Note: This largely summarizes introductory material from Berkeley's
CS285.
A trajectory \(\tau\) of finite length \(T\) is a sequence of states and
actions:
\(\displaystyle \tau = \{ s_1, a_1, \ldots, s_T, a_T, s_{T + 1} \}\)

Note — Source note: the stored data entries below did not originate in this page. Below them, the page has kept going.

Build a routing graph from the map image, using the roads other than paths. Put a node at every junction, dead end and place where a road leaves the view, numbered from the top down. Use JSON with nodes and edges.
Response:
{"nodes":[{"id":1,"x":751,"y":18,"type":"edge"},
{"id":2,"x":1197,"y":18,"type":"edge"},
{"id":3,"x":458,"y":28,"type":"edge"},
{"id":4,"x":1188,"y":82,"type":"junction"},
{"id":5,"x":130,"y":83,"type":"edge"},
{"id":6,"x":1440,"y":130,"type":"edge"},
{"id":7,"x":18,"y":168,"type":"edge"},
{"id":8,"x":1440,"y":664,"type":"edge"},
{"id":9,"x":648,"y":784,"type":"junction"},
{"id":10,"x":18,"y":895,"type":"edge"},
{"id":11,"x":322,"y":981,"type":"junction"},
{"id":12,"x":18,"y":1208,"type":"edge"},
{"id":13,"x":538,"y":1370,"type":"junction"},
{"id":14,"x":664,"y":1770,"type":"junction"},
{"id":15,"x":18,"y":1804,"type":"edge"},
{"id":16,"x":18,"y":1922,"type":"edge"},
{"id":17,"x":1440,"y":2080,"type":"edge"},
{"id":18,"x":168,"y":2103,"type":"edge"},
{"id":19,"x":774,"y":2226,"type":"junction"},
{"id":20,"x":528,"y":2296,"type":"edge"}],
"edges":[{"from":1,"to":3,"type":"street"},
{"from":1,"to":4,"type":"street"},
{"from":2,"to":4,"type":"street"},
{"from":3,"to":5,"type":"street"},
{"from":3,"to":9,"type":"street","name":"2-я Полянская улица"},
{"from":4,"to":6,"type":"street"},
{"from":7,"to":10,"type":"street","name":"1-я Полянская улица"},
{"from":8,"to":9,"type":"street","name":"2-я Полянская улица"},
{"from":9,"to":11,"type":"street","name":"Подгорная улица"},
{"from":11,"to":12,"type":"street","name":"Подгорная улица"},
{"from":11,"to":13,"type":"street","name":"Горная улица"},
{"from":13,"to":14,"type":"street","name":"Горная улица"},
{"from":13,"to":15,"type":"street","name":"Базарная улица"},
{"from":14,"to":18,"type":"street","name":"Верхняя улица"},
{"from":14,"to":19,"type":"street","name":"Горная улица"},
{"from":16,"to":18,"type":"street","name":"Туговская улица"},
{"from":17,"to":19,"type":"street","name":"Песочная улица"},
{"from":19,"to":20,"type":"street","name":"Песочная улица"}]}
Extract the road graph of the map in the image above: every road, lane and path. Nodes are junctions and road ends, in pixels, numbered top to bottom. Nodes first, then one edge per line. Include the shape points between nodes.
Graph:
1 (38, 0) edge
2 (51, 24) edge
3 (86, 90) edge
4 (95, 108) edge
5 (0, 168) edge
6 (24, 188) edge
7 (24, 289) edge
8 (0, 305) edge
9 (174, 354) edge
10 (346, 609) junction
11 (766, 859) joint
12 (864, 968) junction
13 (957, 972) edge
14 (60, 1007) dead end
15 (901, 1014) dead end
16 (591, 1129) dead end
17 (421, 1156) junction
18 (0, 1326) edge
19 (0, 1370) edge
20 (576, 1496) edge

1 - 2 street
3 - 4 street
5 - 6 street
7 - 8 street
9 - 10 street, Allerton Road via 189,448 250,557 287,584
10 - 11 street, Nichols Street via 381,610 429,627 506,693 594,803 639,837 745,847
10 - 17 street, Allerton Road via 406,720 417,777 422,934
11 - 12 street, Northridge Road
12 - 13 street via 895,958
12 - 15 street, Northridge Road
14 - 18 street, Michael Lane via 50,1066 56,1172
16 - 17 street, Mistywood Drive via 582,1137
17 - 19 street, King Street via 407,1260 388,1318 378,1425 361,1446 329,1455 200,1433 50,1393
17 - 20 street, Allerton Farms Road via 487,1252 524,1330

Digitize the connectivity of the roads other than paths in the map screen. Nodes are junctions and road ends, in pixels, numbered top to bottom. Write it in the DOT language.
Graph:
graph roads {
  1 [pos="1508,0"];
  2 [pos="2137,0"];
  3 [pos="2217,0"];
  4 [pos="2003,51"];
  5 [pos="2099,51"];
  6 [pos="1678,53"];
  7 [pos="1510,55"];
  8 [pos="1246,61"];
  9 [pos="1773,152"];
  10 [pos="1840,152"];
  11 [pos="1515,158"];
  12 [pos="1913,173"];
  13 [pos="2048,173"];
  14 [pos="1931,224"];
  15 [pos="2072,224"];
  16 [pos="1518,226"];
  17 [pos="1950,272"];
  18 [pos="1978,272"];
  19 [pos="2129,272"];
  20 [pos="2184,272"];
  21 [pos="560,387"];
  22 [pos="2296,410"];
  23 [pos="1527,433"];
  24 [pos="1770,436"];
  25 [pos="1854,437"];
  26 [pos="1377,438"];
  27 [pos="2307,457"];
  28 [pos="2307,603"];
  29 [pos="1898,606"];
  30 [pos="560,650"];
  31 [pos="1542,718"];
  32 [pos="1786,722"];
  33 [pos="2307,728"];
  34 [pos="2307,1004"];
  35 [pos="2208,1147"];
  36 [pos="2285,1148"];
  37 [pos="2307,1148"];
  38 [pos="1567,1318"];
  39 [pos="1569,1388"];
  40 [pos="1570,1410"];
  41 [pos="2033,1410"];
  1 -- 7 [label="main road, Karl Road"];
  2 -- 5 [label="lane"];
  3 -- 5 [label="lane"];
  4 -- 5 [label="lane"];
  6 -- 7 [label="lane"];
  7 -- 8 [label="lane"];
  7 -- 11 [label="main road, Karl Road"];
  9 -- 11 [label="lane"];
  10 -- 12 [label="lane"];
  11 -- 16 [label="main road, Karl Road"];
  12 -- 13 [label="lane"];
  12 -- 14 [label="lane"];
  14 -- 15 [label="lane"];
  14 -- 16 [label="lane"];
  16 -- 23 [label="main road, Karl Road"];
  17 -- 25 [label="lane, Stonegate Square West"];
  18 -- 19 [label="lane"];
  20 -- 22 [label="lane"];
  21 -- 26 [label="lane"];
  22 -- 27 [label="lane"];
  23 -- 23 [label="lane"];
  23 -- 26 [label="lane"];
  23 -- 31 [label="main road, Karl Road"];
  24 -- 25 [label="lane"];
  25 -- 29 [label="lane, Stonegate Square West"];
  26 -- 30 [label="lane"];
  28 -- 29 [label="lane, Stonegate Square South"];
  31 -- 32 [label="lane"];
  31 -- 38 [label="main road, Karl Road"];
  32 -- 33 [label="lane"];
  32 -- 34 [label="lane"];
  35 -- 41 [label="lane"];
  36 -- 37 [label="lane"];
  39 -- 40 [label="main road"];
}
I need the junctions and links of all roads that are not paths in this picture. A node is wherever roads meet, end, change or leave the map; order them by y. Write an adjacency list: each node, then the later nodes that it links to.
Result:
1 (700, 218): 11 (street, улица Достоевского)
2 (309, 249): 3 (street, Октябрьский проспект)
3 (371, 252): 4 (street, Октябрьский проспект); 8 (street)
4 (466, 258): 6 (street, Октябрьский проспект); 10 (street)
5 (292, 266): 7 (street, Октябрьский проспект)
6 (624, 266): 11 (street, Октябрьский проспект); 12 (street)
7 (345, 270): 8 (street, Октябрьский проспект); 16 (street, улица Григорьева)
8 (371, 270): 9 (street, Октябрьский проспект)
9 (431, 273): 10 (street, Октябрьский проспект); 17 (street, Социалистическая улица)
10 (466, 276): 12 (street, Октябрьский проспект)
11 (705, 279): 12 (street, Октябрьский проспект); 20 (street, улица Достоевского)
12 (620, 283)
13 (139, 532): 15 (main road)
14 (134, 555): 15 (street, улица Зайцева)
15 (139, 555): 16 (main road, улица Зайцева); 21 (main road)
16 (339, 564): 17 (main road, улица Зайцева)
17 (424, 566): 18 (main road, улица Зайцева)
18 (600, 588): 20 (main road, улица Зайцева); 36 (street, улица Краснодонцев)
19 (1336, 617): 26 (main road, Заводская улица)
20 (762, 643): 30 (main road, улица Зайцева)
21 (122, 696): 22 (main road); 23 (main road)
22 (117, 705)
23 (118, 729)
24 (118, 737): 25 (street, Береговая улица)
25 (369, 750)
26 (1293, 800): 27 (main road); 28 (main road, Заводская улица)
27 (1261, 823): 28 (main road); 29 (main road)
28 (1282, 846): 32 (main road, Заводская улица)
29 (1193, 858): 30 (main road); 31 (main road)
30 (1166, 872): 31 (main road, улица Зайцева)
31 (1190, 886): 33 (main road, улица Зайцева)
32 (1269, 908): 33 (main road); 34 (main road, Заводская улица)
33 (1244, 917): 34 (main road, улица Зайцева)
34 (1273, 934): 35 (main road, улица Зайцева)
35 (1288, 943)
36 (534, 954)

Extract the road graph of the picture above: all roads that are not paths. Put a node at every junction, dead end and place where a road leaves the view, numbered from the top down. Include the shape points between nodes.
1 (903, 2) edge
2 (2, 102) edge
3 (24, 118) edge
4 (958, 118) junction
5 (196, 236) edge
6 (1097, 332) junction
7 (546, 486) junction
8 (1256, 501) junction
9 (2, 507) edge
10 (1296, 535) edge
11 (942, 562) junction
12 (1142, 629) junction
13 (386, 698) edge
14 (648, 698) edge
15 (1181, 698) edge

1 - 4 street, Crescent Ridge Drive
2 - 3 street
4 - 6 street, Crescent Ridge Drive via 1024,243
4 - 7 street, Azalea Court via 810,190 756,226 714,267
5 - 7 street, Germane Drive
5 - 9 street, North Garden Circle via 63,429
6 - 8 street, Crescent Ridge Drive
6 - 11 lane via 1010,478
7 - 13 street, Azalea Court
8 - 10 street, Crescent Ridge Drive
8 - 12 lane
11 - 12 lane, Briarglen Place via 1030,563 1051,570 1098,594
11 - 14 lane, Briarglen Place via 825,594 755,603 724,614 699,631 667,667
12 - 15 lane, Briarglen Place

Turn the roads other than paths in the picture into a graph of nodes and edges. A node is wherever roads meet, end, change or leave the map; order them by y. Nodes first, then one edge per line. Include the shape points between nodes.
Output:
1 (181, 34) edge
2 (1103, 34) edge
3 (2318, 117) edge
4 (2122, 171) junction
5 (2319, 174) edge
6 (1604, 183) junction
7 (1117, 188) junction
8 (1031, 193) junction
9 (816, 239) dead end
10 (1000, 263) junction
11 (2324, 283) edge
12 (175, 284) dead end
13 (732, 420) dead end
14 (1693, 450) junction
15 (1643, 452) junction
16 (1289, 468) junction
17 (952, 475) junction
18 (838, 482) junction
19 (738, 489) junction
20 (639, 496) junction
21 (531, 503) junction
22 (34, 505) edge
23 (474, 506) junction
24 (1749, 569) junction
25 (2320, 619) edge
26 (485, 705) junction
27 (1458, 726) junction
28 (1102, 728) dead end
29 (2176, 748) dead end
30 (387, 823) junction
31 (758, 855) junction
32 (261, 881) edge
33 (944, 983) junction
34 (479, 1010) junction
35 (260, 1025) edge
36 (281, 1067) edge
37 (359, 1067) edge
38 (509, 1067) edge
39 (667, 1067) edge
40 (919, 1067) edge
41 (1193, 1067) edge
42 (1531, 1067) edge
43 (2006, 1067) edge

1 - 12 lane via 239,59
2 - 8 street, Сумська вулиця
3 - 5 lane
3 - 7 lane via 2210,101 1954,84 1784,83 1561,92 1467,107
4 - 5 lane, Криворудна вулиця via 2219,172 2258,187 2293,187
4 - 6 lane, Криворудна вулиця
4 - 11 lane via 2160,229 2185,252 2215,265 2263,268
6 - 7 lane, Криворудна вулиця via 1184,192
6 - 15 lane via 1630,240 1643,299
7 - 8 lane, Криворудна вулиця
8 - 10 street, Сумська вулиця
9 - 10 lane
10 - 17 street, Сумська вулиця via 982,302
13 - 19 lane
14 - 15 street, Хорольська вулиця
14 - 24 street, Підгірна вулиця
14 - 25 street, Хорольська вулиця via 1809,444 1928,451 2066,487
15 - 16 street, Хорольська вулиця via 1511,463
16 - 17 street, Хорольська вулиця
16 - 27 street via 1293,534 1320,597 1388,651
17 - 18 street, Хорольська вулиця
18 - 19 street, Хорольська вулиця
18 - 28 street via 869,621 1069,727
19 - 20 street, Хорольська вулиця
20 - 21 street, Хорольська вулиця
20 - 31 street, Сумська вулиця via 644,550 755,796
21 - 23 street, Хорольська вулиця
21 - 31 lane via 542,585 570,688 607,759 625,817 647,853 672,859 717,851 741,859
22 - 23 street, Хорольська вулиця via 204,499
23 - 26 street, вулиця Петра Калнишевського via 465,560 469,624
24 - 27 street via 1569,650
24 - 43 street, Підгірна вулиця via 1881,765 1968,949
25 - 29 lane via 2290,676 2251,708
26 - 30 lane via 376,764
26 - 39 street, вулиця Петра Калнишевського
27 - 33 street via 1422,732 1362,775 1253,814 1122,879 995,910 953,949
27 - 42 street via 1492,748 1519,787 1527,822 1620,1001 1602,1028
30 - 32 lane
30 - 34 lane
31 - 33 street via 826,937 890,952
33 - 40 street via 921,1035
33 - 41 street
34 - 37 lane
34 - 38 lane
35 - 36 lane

where the initial state \(s_1\) has density \(p_0 (s)\), actions are
sampled from the parameterized policy \(\pi_{\theta} (a|s)\), and the
transition dynamics are \(p (s' |s, a)\). The joint distribution over
\(\tau\) is:
\(\displaystyle p_{\theta} (\tau) = p_{\theta} (s_1, a_1, \ldots, s_T,
a_T, s_{T + 1}) = p_0
(s_1) \prod_{t = 1}^T \pi_{\theta} (a_t |s_t) p
(s_{t + 1} |s_t, a_t)\)
We use the environment reward function \(r (s, a)\) to define each
timestep's reward \(r_t = r (s_t, a_t)\). Our objective is to find the
policy that maximizes the expected return:
\(\displaystyle \max_{\theta} J (\theta) =\mathbb{E}
\left[ \sum_{t = 1}^T r_t \right]\) |
(1) |
Then we would like the gradient. Denoting \(r (\tau) = \sum_t r_t\):
\begin{eqnarray*}
\nabla_{\theta} J (\theta) & = & \nabla_{\theta}
\int r (\tau) p_{\theta}
(\tau) \mathrm{d} \tau\\
& = & \int r
(\tau) \nabla_{\theta} p_{\theta} (\tau) \mathrm{d} \tau\\
& = & \int
r (\tau) \nabla_{\theta} \log p_{\theta} (\tau) p_{\theta}
(\tau)
\mathrm{d} \tau\\
& = & \mathbb{E} [r (\tau) \nabla_{\theta} \log
p_{\theta} (\tau)]
\end{eqnarray*}
Expanding the gradient of the log density:
\begin{eqnarray*}
\nabla_{\theta} \log p_{\theta} (\tau) & = &
\nabla_{\theta} \log \left( p_0
(s_1) \prod_{t = 1}^T \pi_{\theta}
(a|s) p (s_{t + 1} |s_t, a_t) \right)\\
& = & \nabla_{\theta} \left(
\log p_0 (s_1) + \sum_{t = 1}^T \log
\pi_{\theta} (a|s) + \log p (s_{t
+ 1} |s_t, a_t) \right)\\
& = & \sum_{t = 1}^T \nabla_{\theta} \log
\pi_{\theta} (a|s)
\end{eqnarray*}
So we have that:
\(\displaystyle \nabla_{\theta} J (\theta)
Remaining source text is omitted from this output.